October 14, 2020
Words and Imagery Matter: The Struggle to Destigmatize Addiction

Dirty needles. Burned spoons. Rolled-up dollar bills. Even in the absence of imagery, these words invoke a strong response and can reinforce negative stereotypes of those living with addiction. And worse, they can be relapse triggers for those who have worked hard to overcome their addiction.

According to a recent study, feeling stigmatized can reduce the willingness of young adults with a substance use disorder to seek treatment.
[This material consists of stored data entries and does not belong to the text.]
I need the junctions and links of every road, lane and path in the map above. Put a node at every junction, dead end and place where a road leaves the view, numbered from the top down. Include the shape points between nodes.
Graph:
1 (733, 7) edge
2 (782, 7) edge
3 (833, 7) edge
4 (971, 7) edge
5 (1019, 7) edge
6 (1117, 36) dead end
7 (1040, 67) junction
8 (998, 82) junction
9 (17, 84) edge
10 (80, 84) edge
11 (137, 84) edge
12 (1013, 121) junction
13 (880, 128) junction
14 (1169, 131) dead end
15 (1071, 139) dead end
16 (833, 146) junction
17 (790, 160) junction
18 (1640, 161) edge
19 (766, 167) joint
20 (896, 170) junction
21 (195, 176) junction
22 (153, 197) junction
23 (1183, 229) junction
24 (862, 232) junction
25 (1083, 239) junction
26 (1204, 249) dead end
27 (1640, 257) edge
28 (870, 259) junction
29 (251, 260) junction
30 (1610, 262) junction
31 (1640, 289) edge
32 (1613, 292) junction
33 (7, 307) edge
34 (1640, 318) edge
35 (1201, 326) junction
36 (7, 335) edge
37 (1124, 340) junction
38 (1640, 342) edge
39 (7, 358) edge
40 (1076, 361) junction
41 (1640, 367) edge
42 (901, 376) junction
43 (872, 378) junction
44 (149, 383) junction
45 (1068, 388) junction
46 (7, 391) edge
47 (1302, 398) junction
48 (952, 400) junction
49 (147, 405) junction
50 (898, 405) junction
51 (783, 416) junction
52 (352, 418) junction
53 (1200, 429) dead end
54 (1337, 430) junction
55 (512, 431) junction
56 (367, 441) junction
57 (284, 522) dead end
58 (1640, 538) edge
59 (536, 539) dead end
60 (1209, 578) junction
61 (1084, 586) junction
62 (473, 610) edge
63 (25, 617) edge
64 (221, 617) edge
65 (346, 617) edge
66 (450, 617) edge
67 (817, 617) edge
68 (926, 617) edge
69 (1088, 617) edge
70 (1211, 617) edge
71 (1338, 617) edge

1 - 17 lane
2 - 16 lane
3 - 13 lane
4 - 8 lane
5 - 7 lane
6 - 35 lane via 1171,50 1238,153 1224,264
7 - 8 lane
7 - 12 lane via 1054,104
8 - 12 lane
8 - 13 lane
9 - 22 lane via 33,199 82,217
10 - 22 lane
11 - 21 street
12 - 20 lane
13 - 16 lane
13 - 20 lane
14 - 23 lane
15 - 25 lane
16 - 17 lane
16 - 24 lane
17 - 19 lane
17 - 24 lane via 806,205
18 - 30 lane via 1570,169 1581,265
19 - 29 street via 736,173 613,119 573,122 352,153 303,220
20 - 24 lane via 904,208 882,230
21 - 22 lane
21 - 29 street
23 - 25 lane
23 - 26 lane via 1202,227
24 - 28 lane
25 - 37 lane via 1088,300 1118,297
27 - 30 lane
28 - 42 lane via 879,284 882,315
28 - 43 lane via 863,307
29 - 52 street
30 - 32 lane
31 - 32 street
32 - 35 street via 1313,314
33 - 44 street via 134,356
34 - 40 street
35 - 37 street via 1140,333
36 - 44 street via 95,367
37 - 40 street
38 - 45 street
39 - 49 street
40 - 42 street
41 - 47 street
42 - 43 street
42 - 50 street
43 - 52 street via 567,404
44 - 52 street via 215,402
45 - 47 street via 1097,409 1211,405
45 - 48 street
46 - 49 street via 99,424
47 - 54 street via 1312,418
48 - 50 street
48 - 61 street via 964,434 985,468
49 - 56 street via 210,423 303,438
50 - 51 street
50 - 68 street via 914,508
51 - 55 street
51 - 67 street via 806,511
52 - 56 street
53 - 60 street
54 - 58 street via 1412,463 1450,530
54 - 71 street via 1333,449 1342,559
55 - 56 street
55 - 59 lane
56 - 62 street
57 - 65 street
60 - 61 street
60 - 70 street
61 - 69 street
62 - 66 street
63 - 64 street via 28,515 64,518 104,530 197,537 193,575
That’s why it is critical that the language used when discussing addiction is person-first and positive, and imagery emphasizes prevention, health and treatment methods over the drug use itself. Illicit drug use in the news and entertainment often contains sensational stories and pictures that stoke fear and intensify the perceived dangers of individuals with substance use disorders. Unfortunately, these portrayals further stigmatize substance use and can even induce cravings, and for some, a relapse.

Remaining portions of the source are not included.